A client is having a plaster cast placed on the lower extremity that will extend from mid-thigh to the center of the foot. Which instruction should be given to the client before hospital discharge? 1.How to petal the edges of the cast to prevent crumbling of these edges 2.The need to notify the nurse if the plaster cast becomes warm during the first 24 hours 3.The correct method of using a thin object when the client needs to scratch the area beneath the cast 4.The need to notify the primary health care provider immediately if the client notices numbness or swelling or if the foot becomes cold and pale

4.The need to notify the primary health care provider immediately if the client notices numbness or swelling or if the foot becomes cold and pale Rationale:Numbness, swelling, and cool, pale skin are findings that indicate a state of neurovascular compromise. This can lead to significant problems and potential loss of the limb.

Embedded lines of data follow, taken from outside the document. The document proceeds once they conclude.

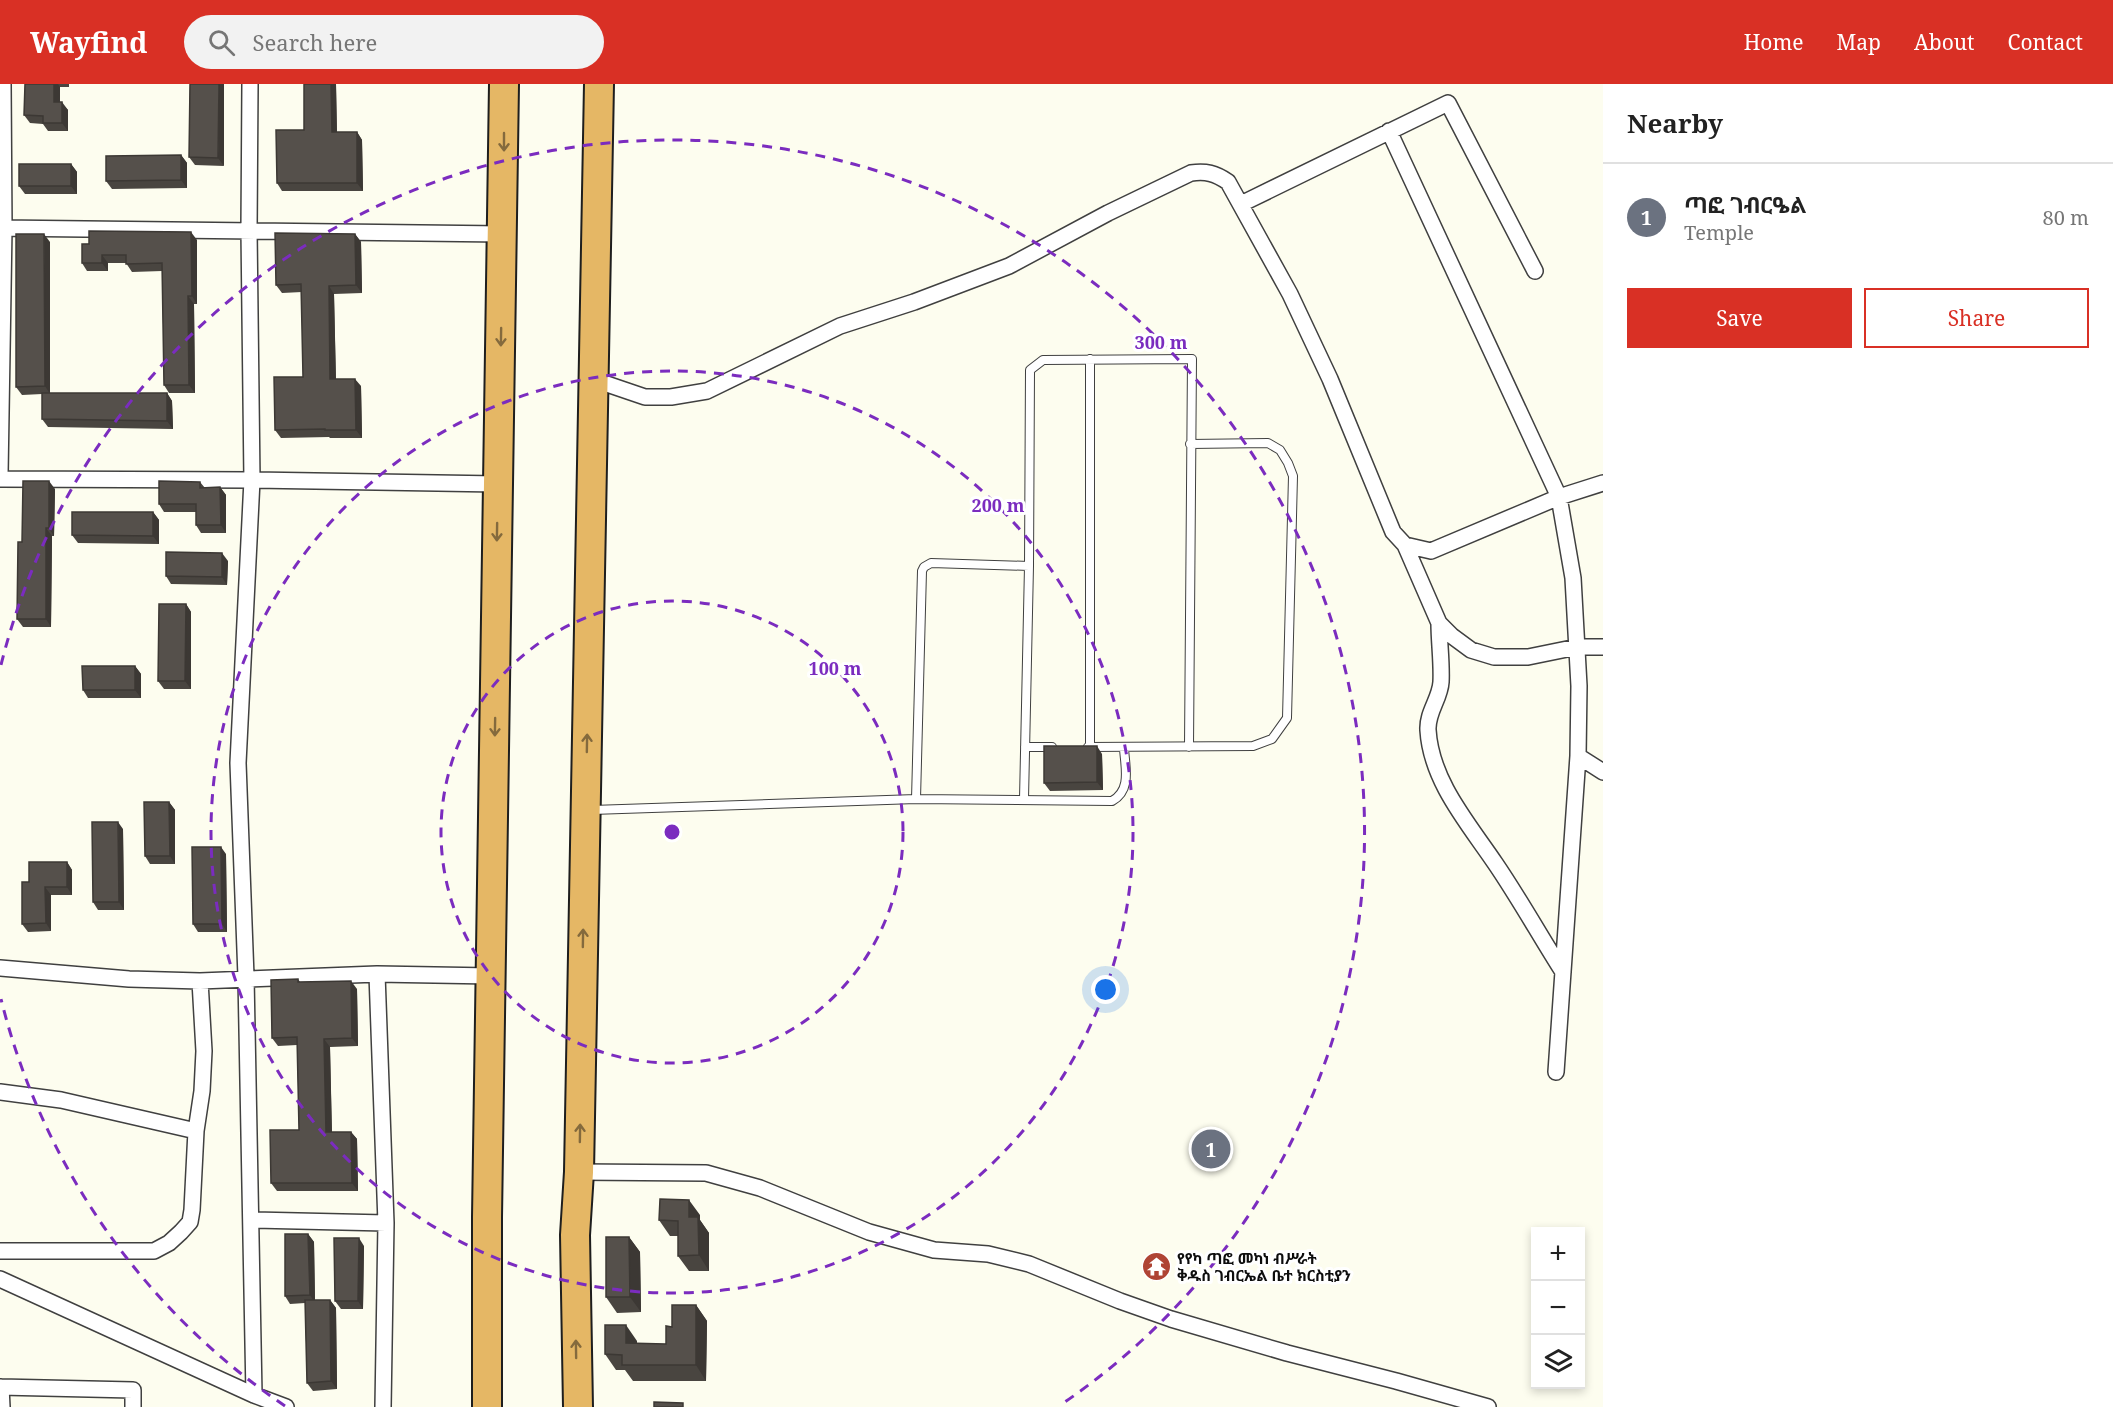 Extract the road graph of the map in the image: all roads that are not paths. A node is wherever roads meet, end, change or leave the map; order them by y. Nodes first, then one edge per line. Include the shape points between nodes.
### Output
1 (3, 84) edge
2 (250, 84) edge
3 (504, 84) edge
4 (599, 84) edge
5 (1389, 131) junction
6 (1241, 204) junction
7 (2, 228) edge
8 (249, 230) junction
9 (503, 234) junction
10 (1534, 271) dead end
11 (1090, 359) junction
12 (595, 380) junction
13 (1190, 444) junction
14 (0, 477) edge
15 (252, 480) junction
16 (1603, 483) edge
17 (498, 484) junction
18 (1559, 497) junction
19 (1405, 545) junction
20 (1029, 566) junction
21 (1439, 622) junction
22 (1577, 647) junction
23 (1603, 647) edge
24 (1025, 747) junction
25 (1058, 747) edge
26 (1079, 747) edge
27 (1090, 747) junction
28 (1189, 747) junction
29 (1124, 748) junction
30 (1578, 756) junction
31 (1603, 772) edge
32 (916, 799) junction
33 (1024, 799) junction
34 (586, 810) junction
35 (0, 968) edge
36 (1563, 972) junction
37 (377, 974) junction
38 (492, 976) junction
39 (246, 977) junction
40 (200, 981) junction
41 (1556, 1072) dead end
42 (0, 1092) edge
43 (196, 1131) junction
44 (579, 1172) junction
45 (252, 1220) junction
46 (386, 1223) junction
47 (0, 1251) edge
48 (0, 1279) edge
49 (1, 1387) edge
50 (254, 1395) junction
51 (2, 1407) edge
52 (134, 1407) edge
53 (286, 1407) edge
54 (383, 1407) edge
55 (487, 1407) edge
56 (578, 1407) edge
57 (1488, 1407) edge

1 - 7 street
2 - 8 street
3 -> 9 highway
4 - 12 highway
5 - 6 street
5 - 10 street via 1448,103
5 - 18 street
6 - 12 street via 1228,182 1216,173 1191,173 1009,266 840,326 707,391 645,397
6 - 19 street via 1330,379 1393,532
7 - 8 street
7 - 14 street
8 - 9 street
8 - 15 street
9 -> 17 highway
11 - 13 lane via 1192,359
11 - 20 lane via 1043,360 1030,370
11 - 27 lane
34 -> 12 highway
13 - 28 lane
13 - 28 lane via 1268,443 1280,450 1293,476 1287,718 1272,739 1253,746
14 - 15 street
15 - 17 street
15 - 39 street via 239,771
16 - 18 street
17 -> 38 highway
18 - 19 street via 1431,551
18 - 22 street via 1573,578
19 - 21 street
20 - 24 lane
20 - 32 lane via 931,563 922,571
21 - 22 street via 1471,650 1494,657 1528,657
21 - 36 street via 1441,684 1428,715 1432,752 1462,817
22 - 23 street
22 - 30 street
24 - 25 lane
24 - 33 lane
26 - 27 lane
27 - 29 lane
28 - 29 lane
29 - 33 lane via 1126,786 1120,797 1112,801
30 - 31 street
30 - 36 street
32 - 33 lane
32 - 34 lane
44 -> 34 highway
35 - 40 street
36 - 41 street
37 - 38 street
37 - 39 street
37 - 46 street
38 - 55 highway
39 - 40 street
39 - 45 street
40 - 43 street via 204,1051
42 - 43 street via 61,1100
43 - 47 street via 190,1222 169,1243 154,1251
56 -> 44 highway via 575,1235
44 - 57 street via 706,1173 760,1188 869,1232 934,1250 988,1254 1029,1264 1171,1319
45 - 46 street
45 - 50 street
46 - 54 street
48 - 50 street
49 - 51 street
49 - 52 street via 133,1390
50 - 53 street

Although teaching the client how to petal the edge of a cast is commonly done to keep the edges from crumbling, this is not the priority at this time. Chemical reaction occurs while a plaster cast dries, causing the cast to be warm. This effect can last from 24 to 48 hours, depending on how long it takes for the cast to dry. It is inappropriate to place any objects under the edge of the cast because such maneuvers can result in tissue injury and consequent infection.

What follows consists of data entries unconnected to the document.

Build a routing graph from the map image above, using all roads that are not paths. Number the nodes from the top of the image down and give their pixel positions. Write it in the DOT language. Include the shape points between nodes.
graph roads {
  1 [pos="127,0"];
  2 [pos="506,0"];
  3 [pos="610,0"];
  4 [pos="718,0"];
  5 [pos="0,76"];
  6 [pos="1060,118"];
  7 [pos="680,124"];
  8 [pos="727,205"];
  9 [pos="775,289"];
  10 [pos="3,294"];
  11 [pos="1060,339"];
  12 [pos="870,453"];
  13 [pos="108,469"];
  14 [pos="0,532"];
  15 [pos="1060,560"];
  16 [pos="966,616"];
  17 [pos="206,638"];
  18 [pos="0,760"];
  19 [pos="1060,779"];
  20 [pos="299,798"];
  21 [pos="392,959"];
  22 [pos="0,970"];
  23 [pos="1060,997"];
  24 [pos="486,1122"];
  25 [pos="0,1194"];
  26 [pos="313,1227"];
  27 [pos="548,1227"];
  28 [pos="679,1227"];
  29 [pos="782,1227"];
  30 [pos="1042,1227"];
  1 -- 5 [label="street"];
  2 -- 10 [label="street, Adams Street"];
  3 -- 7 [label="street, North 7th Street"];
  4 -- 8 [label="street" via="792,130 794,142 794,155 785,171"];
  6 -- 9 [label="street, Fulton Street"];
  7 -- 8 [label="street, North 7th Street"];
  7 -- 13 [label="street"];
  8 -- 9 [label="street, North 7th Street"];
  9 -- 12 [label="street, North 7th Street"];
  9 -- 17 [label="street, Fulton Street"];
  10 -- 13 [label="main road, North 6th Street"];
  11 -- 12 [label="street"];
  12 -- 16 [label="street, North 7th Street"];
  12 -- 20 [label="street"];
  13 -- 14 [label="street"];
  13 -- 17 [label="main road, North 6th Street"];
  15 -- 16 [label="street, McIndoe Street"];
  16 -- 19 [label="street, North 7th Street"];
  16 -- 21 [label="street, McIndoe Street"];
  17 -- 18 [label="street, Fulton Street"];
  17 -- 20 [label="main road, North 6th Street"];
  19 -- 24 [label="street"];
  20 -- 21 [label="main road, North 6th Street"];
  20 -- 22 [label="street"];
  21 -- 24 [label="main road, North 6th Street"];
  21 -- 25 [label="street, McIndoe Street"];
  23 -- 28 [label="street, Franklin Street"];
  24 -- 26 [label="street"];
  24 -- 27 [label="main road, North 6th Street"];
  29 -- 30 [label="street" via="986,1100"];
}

The nurse is caring for a client with a long bone fracture at risk for fat embolism. The nurse specifically monitors for the earliest signs of this complication by performing an assessment of which item(s)? 1.The client's mobility status 2.The renal and endocrine systems 3.The cardiovascular and renal systems 4.The neurological and respiratory systems

4.The neurological and respiratory systems Rationale:The early signs of the complication of fat embolism include changes in the client's mental status and signs of impaired respiratory function as a result of impaired perfusion distal to the site of the embolus. Cardiovascular and renal impairments are likely to be secondary to impaired respiratory function. Effects on the endocrine system usually are not seen. The client's mobility status is unrelated to the signs of fat embolism

The nurse is providing instructions to a client regarding ambulation after the application of a fiberglass cast to the lower leg. The nurse determines that the client understands the instructions if the client states that weight bearing on the casted leg can begin at which time period? 1.In 48 hours 2.In 24 hours 3.In approximately 8 hours 4.Within 20 to 30 minutes of application

4.Within 20 to 30 minutes of application Rationale:A fiberglass cast is made of water-activated polyurethane material that is dry to the touch within minutes and reaches full rigid strength in about 20 minutes. Accordingly, the client can bear weight on the cast within 20 to 30 minutes. The remaining options are incorrect.